So I am poking around online and finding a bunch of cool blogger templates, but none are really quite "me".
It's no wonder I can't settle on one website template...I have such a variety of interests that it makes it hard to commit my attention to one thing. Some days I'm pretty old school and want to be out with a notebook journaling or a sketchpad, puddy eraser, and pencils at the local coffee house just getting the latest sketch down on paper. Other days, I want total technical automation and scripting with video blogging, etc. Some days I want to write a book -- other days I want to splatter paint on canvas and call it art. Of course then other days, I think it would be neat to walk dogs for a living or even do daycare!
However, like most other people I know, I get up every day and go to my day job, barely fitting in a few hours of personal face time in the evening with my spouse or a close friend or two. Forget things I might like to do or think would theoretically be fun. I owe, I owe...so off to work I go, right?!
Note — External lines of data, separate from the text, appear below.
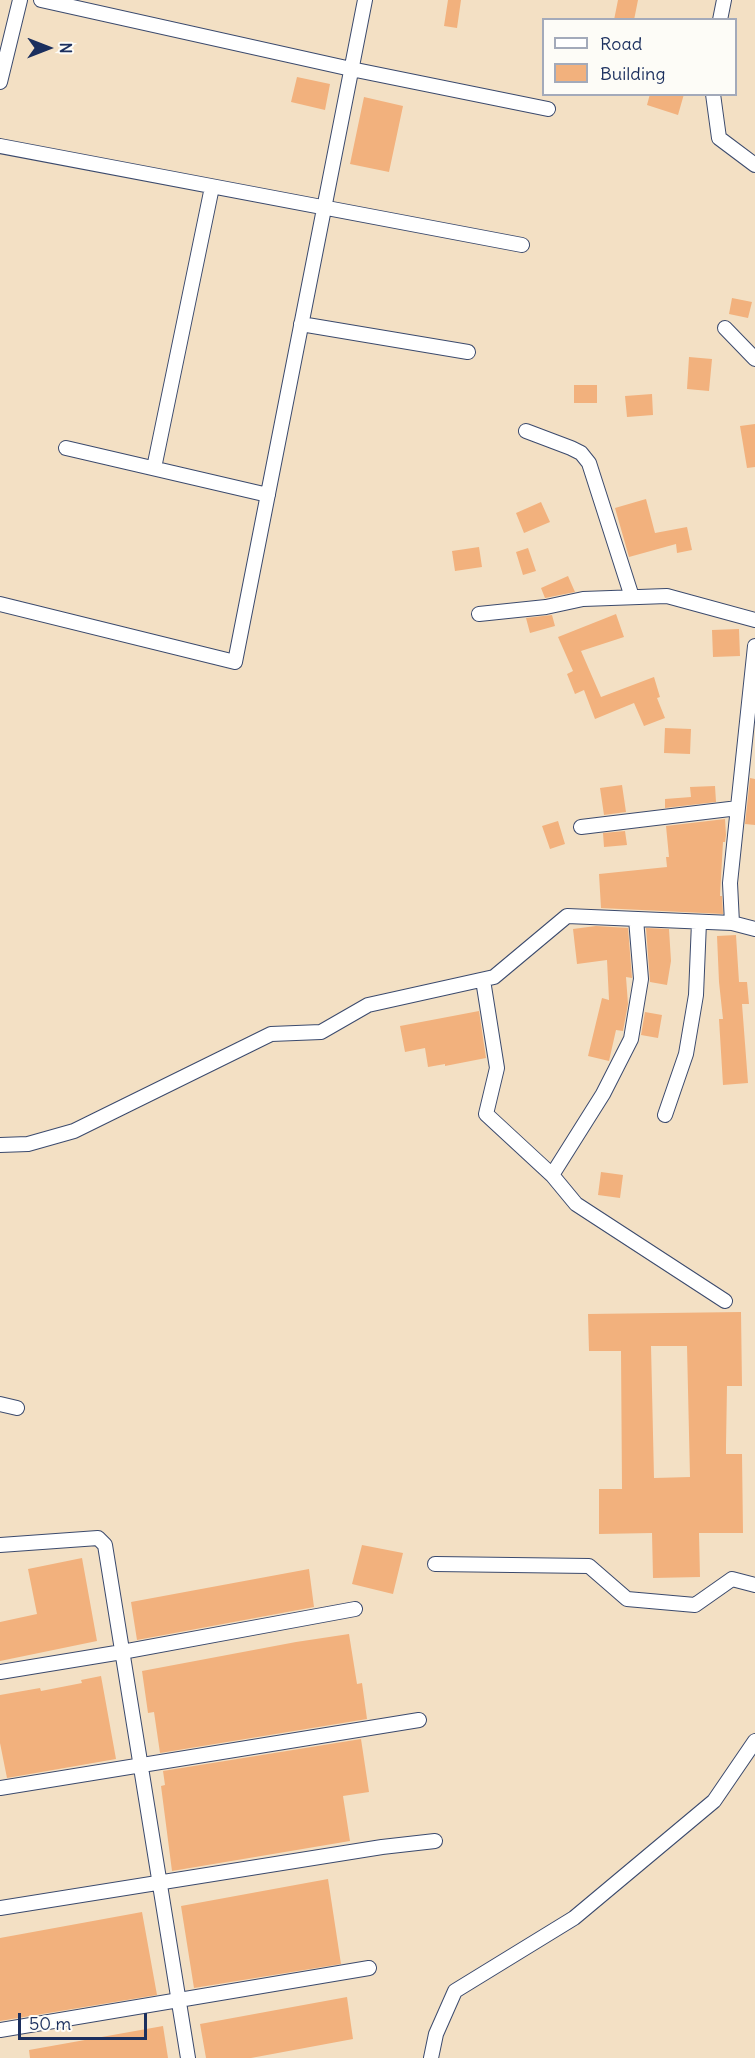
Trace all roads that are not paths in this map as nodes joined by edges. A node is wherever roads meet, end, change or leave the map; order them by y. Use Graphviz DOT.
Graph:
graph roads {
  1 [pos="20,0"];
  2 [pos="41,0"];
  3 [pos="365,0"];
  4 [pos="724,0"];
  5 [pos="720,18"];
  6 [pos="351,69"];
  7 [pos="0,82"];
  8 [pos="713,96"];
  9 [pos="548,109"];
  10 [pos="0,146"];
  11 [pos="755,165"];
  12 [pos="212,187"];
  13 [pos="324,208"];
  14 [pos="522,245"];
  15 [pos="302,324"];
  16 [pos="725,328"];
  17 [pos="468,352"];
  18 [pos="755,360"];
  19 [pos="526,431"];
  20 [pos="66,448"];
  21 [pos="154,468"];
  22 [pos="268,495"];
  23 [pos="632,597"];
  24 [pos="0,604"];
  25 [pos="479,614"];
  26 [pos="755,620"];
  27 [pos="755,646"];
  28 [pos="738,808"];
  29 [pos="581,827"];
  30 [pos="636,919"];
  31 [pos="699,922"];
  32 [pos="732,923"];
  33 [pos="755,930"];
  34 [pos="483,980"];
  35 [pos="665,1115"];
  36 [pos="0,1144"];
  37 [pos="552,1175"];
  38 [pos="725,1301"];
  39 [pos="0,1404"];
  40 [pos="17,1408"];
  41 [pos="0,1545"];
  42 [pos="435,1564"];
  43 [pos="755,1585"];
  44 [pos="355,1609"];
  45 [pos="122,1652"];
  46 [pos="0,1672"];
  47 [pos="419,1720"];
  48 [pos="755,1741"];
  49 [pos="140,1766"];
  50 [pos="0,1788"];
  51 [pos="435,1840"];
  52 [pos="159,1882"];
  53 [pos="0,1908"];
  54 [pos="369,1968"];
  55 [pos="179,2000"];
  56 [pos="0,2030"];
  57 [pos="188,2058"];
  58 [pos="431,2058"];
  1 -- 7 [label="street"];
  2 -- 6 [label="street"];
  3 -- 6 [label="street"];
  4 -- 5 [label="street"];
  6 -- 9 [label="street"];
  6 -- 13 [label="street"];
  8 -- 11 [label="street"];
  10 -- 12 [label="street"];
  12 -- 13 [label="street"];
  12 -- 21 [label="street"];
  13 -- 14 [label="street"];
  13 -- 15 [label="street"];
  15 -- 17 [label="street"];
  15 -- 22 [label="street"];
  16 -- 18 [label="street"];
  19 -- 23 [label="street"];
  20 -- 21 [label="street"];
  21 -- 22 [label="street"];
  22 -- 24 [label="street"];
  23 -- 25 [label="street"];
  23 -- 26 [label="street"];
  27 -- 28 [label="street"];
  28 -- 29 [label="street"];
  28 -- 32 [label="street"];
  30 -- 31 [label="street"];
  30 -- 34 [label="street"];
  30 -- 37 [label="street"];
  31 -- 32 [label="street"];
  31 -- 35 [label="street"];
  32 -- 33 [label="street"];
  34 -- 36 [label="street"];
  34 -- 37 [label="street"];
  37 -- 38 [label="street"];
  39 -- 40 [label="street"];
  41 -- 45 [label="street"];
  42 -- 43 [label="street"];
  44 -- 45 [label="street"];
  45 -- 46 [label="street"];
  45 -- 49 [label="street"];
  47 -- 49 [label="street"];
  48 -- 58 [label="street"];
  49 -- 50 [label="street"];
  49 -- 52 [label="street"];
  51 -- 52 [label="street"];
  52 -- 53 [label="street"];
  52 -- 55 [label="street"];
  54 -- 55 [label="street"];
  55 -- 56 [label="street"];
  55 -- 57 [label="street"];
}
Maybe some day I will write a book and maybe I'll get to have a family, or at least visit family. Maybe there will be a time when I can learn a language or focus some attention on relearning perspective drawing and play around with abstract art. And then my husband, who 3 years ago today asked me to marry him, gets a sad look in his eyes and says something like he just wants to go dig wells for people who don't have access to water. Wow, how self-centered I can be! Perhaps someday I'll realize that all that stuff fades away and what really matters is relationships and my relationship with God. It sounds nice. But what does that really mean? Sometimes I seem so numb to the world and these ethereal concepts.
It's not that I don't believe... I do. But many days I wish for something more tangible.
I have been blessed in so many ways though. So while there's no template for life, and no checklist to follow to achieve "spiritual enlightenment", and never enough hours in the day or night to fit everything in...I know this is all temporary so remembering what's most important in life helps. Remembering that God will provide my every need as he always has so I don't need to worry. I even realize that He will equip me with the knowledge I will need down the road and if not, then He will provide some other way. No wonder I can't find a template! I don't even know where I'm headed yet. I can easily set the bar too high or sell myself short. So what am I whining about? As if the creator of the universe needs to share His plans for my approval?! Who do we really think we are?